Scratch that... I now seem to recall you using an OEM spider that you modified...
It ‘probably’ doesn’t hurt to retorque injector hold down bolts, but it’s highly unlikely that will solve your problem. This anomaly (loosening bolts) has a very small rate of occurrence and has only been discussed in one place and promoted by one person in the almost 30yrs of the 7.3 PSD. Please be careful not to break an injector hold down bolt if you choose to tighten them. Do not use a questionable or cheap TQ wrench. The consequences are bad.
As far as concerns for your transmission, if it’s not slipping or acting weird - I’d drive it like I never saw the junk in the pan. I understand concerns about long trips and towing leaving you in a bad situation, but I highly recommend AAA premium with RV coverage or Good Sam Club, etc as a back up plan to get home IF you had a problem. AAA will tow 200mi once and 100mi (3) times and some of the RV plans have options to take your junk HOME from anywhere. I’d like to see y’all enjoy this rig for what you’ve built it for and chances of catastrophic failure are not that high. I drove my Excursion for a year with a BAD transmission that I could make slip easily and if I didn’t baby it, it SLAMMED into gears and did terrible things. I did not tow with it when it was that bad (my camper was 12.5k lbs), but I literally drove cross country with it and the final trip was GA to AR to get a BTS 4R100 - because that is hands down, no competition THE BEST option available. I HIGHLY recommend this pilgrimage and transmission if you can pull it off. Brian is one of the smartest 7.3 people on Earth and you can learn more spending a day with him than you can in months of reading contradictory crap all over the interwebs.

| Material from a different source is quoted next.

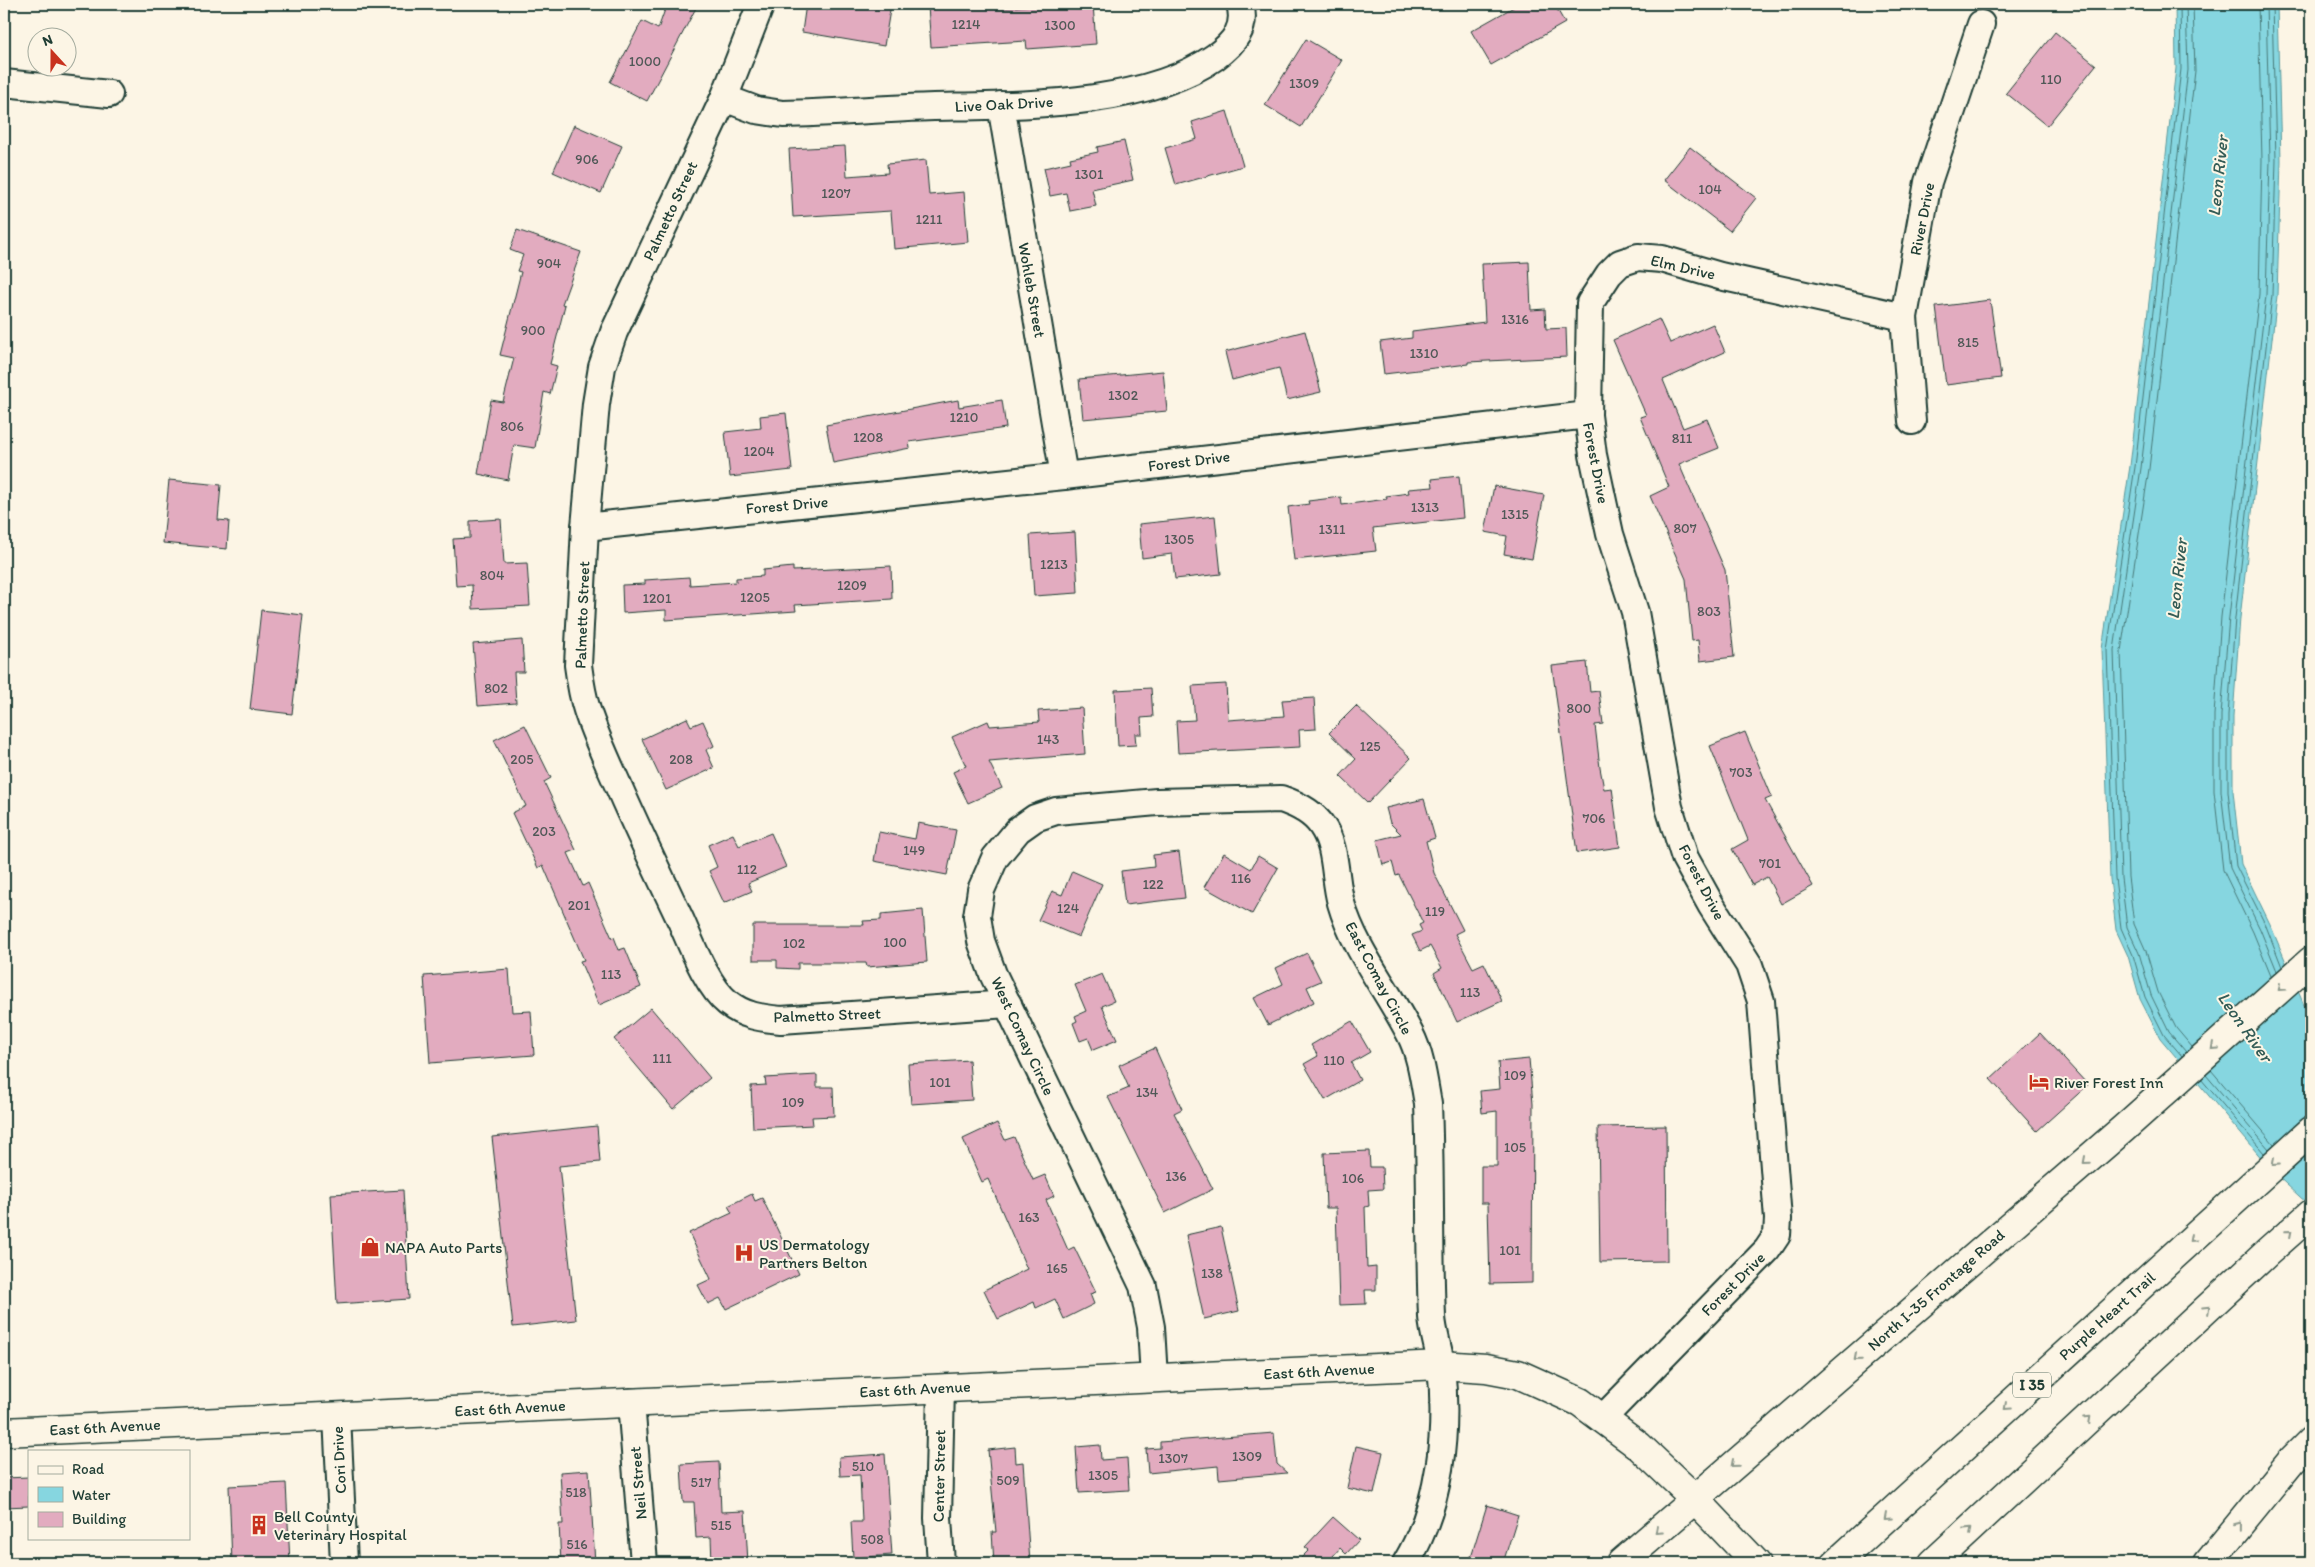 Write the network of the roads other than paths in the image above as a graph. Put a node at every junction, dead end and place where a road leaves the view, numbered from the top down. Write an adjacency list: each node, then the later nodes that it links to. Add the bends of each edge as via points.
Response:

Ford Trucks for Ford Truck Enthusiasts
Debate of using OTW or not and a separate discussion of why the Cummins plug dies not fit the modified OEM spider.
Might try just running down to the parts store with your other plug and have them pull a plug for you to look at. I do remember the Cummins plug threads were longer than needed so I cut it off. Believe I used a copper gasket to seal to the spyder but it’s been a while so my memory is fading on that topic.
So the 24v vp44 5.9 which ended in 2002 appears to be the last 5.9 with the m22 thread oil drain plug.
Ive also JB welded a 1” x 1/4” NPT bushing in that hole and never had a leak. It’s hard to tap the oil drain plug for boost sender, etc.
I'll fill the transmission up with fluid and continue to drive it locally until the Wyse gets here.
I'll also hold off on the injectors if the knocking noise isn't a sign that the engine is getting damaged.
Made the go-shift AIH plug work by fitting an unused turbo pedestal o-ring on it from the Irate kit. Doesn't look pretty but seems to do the job.
Also changed the rear differential fluid and fitted a new aluminum cover since the old one was quite rusted and the dormab cover was cheap. Used studs and locking nuts instead of bolts because studs make everything better:
Also refilled the transmission with fresh filter and fluid. It worked fine under spirited driving, with the only oddity being some indecisive OD shifting near the end.
Before I filled the tank I noticed a lot of air bubbles flowing through the Racor filter. Going to check it again tomorrow to rule out the compression fitting... If it's not the fitting the stainless lines build in to the fuel tank cap might be at fault, or the Racor housing itself.
I was also finally able to get a great recording of the intermittent knock. It's loud enough to the point that people new to the truck ask about it. As mentioned before, starts to manifest more as the truck warms up.
I believe I started hearing it after I gave the truck it's first oil and fuel filter change, along with a new power-steering pump. Since then a different HPOP, new HPOP lines, rebuilt IPR, four-line feed, original black CPS, new IPC sensor, new EBP sensor, new turbo, hutch mod/Racor filter, torqued injectors, and Hydra have not helped. If anything, it's more frequent/louder now.
On the turbo side of things, the power available in OD at free way speed continues to amaze. The person riding with me today even noted how impressive the responsiveness is.